Last tuesday I attended the first Maryland Institute for Technology in the Humanities Digital Dialogs talk of the fall semester. The talk titled Large Scale Text Analysis in the Digital Humanities: Methods and Challenges featured Aditi Muralidharan who talked about her research and experience creating a linguistic research tool called WordSeer (http://bebop.berkeley.edu/wordseer).
Aditi focused first on Wordseer which includes discovery, annotation and visualization tools and second on some recommendations for others engaged in digital humanities collaborations. WordSeer is based on a database of slave narratives and featured a semantic search that allows the researcher to explore the relationships between words (e.g. God described as good). This type of exploration of relationships builds on the sort of searching that can be done another similar tools and hints at the possibility of creating semantically rich maps of full text content.
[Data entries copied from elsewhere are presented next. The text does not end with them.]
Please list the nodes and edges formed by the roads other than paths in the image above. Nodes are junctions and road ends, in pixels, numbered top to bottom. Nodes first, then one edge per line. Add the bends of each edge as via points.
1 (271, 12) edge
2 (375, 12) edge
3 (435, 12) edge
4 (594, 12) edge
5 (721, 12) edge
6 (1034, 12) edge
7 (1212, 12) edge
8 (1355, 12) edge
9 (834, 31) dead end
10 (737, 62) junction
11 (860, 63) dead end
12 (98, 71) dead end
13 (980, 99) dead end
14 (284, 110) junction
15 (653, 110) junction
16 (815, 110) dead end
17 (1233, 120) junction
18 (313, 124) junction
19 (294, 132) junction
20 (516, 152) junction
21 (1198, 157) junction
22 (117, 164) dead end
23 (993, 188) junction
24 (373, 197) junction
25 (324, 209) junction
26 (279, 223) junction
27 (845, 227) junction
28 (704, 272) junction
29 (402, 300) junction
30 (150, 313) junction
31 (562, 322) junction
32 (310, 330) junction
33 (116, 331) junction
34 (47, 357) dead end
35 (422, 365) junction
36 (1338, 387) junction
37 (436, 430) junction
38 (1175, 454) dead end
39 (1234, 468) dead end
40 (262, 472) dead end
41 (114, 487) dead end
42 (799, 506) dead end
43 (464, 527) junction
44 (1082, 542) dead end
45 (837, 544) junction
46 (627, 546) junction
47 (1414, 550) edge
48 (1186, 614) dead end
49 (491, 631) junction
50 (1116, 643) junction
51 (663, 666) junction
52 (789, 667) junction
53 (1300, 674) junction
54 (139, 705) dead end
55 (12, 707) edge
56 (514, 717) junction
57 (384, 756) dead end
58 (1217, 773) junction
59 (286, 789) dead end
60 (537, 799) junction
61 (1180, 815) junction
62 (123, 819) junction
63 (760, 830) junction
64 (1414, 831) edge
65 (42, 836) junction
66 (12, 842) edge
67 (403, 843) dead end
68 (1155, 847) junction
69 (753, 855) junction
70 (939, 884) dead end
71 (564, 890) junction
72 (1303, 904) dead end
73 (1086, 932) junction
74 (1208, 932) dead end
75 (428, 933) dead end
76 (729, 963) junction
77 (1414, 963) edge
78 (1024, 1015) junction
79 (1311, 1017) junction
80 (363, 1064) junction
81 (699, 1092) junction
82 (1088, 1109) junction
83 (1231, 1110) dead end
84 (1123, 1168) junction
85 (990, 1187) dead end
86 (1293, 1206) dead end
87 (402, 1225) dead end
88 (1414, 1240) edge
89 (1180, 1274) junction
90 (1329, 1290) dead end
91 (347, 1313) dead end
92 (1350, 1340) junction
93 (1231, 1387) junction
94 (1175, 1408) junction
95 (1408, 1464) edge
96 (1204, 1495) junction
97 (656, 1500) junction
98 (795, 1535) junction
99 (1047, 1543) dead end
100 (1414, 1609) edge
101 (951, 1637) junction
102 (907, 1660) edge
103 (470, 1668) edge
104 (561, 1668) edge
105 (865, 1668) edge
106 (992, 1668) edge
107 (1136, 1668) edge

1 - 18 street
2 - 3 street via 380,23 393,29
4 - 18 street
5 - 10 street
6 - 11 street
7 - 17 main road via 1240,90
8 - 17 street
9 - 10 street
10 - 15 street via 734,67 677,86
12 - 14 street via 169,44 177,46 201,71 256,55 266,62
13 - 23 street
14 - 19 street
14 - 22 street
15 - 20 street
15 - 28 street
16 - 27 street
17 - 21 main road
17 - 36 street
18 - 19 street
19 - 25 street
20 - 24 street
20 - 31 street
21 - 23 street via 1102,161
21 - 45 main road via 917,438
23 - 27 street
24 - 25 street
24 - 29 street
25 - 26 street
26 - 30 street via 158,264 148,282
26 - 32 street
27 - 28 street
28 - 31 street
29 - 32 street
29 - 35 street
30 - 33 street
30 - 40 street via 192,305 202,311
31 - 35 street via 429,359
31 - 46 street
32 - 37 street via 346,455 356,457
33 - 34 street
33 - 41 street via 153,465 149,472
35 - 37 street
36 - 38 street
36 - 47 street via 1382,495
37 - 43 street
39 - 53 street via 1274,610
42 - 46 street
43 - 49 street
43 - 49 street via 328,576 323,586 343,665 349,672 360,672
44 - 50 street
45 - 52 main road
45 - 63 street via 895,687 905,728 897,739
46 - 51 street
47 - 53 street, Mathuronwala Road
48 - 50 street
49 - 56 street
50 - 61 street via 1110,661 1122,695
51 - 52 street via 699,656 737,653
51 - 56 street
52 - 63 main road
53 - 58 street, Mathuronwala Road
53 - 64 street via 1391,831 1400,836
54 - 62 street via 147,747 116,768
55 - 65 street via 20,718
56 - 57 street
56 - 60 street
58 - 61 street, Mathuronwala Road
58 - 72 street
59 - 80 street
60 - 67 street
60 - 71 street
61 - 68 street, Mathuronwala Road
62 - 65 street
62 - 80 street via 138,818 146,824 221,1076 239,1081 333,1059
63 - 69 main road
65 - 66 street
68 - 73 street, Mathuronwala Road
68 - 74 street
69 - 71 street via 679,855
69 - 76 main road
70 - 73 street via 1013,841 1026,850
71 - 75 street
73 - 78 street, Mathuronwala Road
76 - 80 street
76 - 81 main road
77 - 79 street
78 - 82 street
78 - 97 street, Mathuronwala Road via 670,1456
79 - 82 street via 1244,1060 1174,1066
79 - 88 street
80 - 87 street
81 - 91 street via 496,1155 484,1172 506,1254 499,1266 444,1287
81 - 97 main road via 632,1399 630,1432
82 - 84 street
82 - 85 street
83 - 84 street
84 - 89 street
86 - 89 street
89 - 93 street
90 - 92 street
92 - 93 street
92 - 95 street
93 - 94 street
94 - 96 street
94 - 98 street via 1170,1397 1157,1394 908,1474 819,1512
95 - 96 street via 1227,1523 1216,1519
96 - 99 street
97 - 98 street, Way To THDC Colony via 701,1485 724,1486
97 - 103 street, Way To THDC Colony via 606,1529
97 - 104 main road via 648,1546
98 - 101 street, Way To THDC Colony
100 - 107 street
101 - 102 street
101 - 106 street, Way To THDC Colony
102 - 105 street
Aditi demonstrated some of the visualization tools built into the system including a heat map that shows search terms in context of the entire corpus and a word/sentence tree that shows words in relation to all of the sentences they occur in. During the question and answer time some interesting observations were made about how tools like this are enabling the development of a new research agendas surrounding literary and historical texts in addition to helping to sustain or question previously completed research or thought in humanities fields. I found this to be an intriguing idea, particularly considered within the context of the sort of ‘resource discovery’ research that occurs in library settings where research systems that libraries support are based on a very different type of data.
As an example of the integration of this sort of discovery tool in traditional library discovery services, the integration of Google Book and HathiTrust search results in catalog searches is an interesting start. I wonder what impact full text analysis tools and semantic searching would have on these discovery systems. I was left wondering whether or not traditional library metadata would play a valuable role in these systems or if the syntactic and semantic analysis of the entire text of the library would render traditional access points like subject headings irrelevant. It seems possible on the surface at least that existing metadata would provide the researcher more context for topical analysis and that administrative and technical metadata could provide other useful tools.
As the discussion revolved around how to develop computational research skills in humanities scholars, I wondered about how library research skills might need to be updated to work with these systems. It seemed on one hand that a firm grasp of metadata structures might make interpreting the results of these systems easier and that the ability to carry search strategies across multiple systems might also add value to a research experience. By the same token – I get the sense that these research tools are not part of the general familiarity of librarians so that while librarians might be good at working with these systems and helping users find and work with them, that they are not generally aware of them.